Millions of Muslims reached the holy destination Monday after the stoning of Satan, also known as "Jamarat." The celebration commemorates Abraham’s stoning of the devil when he was tempted to disobey God.
Pilgrims cross a “stoning bridge” to cast the stones, which are about the size of gravel, at walls. The bridge cost more than $1 billion U.S. dollars to erect over the past decade. The bridge was built expressly to prevent overcrowding.
Hajj officially began Saturday and is the fifth pillar of the Islamic faith, which requires Muslims to embark on the religious journey at least once in their lifetimes. Other Hajj rituals include “tawaf,” or the circling of the large Kaaba, and "Sa’ee," where pilgrims walk between two hills – Marwah and Safa – seven times.

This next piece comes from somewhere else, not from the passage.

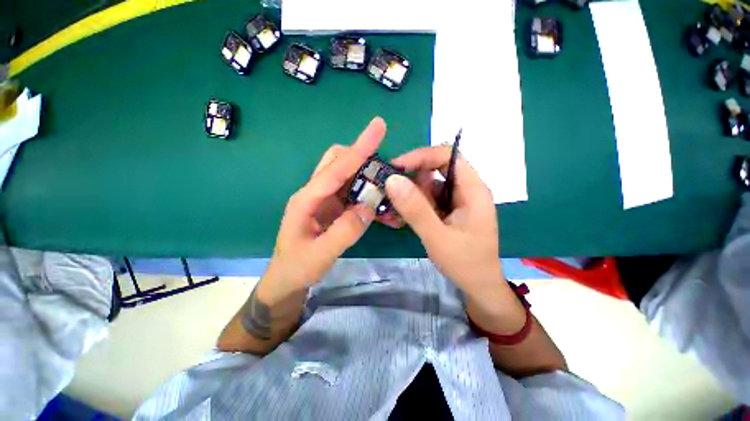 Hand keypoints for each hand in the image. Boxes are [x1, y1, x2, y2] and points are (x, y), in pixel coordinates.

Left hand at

A stampede took place last year during the stoning ritual and hundreds of Muslims were killed. Riyadh claims 769 died, while foreign officials put the stampede tally at about 2,300 victims.
This year, extra safety percussions were added to help guide the crushing crowds.
"There has been a clear improvement," Saudi pilgrim Ibrahim Ayed, 40, told reporters about his return for the Hajj.
Saudi Arabia’s King Salman congratulated pilgrims Tuesday and said he wished that "this occasion brings bounties and blessings."
"We are all honored to serve pilgrims and stay up the nights for their comfort. We spare no effort to provide safety and comfort so that they perform their rites with ease and peace of mind," he added.